The Democratic Party has lost its working class roots. Its decades long support for Wall Street casino gambling, unfettered free trade deals that have left rust belt states reeling, and endless wars have contributed to America's record-breaking inequality and set the stage for the rise of an authoritarian demagogue like Donald Trump. Which is one of the many reasons why the Democratic Party and liberal elites are just as responsible for the rise of Donald Trump as Republicans and the media.

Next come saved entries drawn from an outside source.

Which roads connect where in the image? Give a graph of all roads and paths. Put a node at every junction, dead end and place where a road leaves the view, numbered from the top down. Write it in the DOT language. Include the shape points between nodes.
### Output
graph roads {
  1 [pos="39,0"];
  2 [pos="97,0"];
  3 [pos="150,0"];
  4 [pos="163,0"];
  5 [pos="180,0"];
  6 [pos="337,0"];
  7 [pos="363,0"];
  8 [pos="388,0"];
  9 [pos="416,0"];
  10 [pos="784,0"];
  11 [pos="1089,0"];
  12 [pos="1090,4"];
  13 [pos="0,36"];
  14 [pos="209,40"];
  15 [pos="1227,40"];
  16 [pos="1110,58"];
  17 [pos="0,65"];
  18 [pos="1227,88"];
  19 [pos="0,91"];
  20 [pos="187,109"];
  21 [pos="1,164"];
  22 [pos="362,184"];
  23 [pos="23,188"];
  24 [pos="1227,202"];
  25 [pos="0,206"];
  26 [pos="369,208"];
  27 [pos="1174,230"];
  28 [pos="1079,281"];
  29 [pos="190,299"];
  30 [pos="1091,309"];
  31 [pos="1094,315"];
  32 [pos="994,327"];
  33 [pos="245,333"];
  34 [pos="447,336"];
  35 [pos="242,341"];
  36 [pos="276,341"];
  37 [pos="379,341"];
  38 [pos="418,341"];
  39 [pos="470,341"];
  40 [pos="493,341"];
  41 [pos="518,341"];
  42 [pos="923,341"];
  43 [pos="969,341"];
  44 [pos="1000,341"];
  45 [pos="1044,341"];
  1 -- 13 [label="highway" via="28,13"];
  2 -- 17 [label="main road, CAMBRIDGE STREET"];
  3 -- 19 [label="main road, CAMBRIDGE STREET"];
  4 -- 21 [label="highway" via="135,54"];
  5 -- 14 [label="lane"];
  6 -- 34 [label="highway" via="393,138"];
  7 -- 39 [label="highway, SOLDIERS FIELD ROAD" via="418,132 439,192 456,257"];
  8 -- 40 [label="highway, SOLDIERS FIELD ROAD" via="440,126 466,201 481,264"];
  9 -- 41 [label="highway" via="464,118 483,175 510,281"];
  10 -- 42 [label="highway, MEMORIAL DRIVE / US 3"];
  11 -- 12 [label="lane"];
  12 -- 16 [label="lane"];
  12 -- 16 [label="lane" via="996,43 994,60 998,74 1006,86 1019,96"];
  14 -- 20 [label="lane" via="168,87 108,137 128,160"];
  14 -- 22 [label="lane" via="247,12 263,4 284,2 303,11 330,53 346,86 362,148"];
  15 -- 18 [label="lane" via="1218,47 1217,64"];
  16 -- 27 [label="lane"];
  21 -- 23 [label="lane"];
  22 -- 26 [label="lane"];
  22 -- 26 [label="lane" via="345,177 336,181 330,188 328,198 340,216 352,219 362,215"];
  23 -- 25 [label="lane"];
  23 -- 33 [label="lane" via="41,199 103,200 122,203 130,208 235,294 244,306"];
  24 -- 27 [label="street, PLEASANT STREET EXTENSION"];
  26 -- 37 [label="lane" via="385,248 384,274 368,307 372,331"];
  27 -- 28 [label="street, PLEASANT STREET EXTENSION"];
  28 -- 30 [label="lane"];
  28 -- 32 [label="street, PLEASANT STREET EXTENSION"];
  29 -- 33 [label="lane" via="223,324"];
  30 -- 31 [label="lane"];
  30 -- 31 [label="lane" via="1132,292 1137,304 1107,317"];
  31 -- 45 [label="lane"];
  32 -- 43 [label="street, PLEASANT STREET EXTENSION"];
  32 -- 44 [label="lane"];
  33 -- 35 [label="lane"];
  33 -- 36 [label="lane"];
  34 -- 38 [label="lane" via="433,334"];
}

There is a kind of chronic complacency that has been rotting American liberalism for years, a hubris that tells Democrats they need do nothing different, they need deliver nothing really to anyone – except their friends on the Google jet and those nice people at Goldman. The rest of us are treated as though we have nowhere else to go and no role to play except to vote enthusiastically on the grounds that these Democrats are the “last thing standing” between us and the end of the world. It is a liberalism of the rich, it has failed the middle class, and now it has failed on its own terms of electability. Enough with these comfortable Democrats and their cozy Washington system. Enough with Clintonism and its prideful air of professional-class virtue"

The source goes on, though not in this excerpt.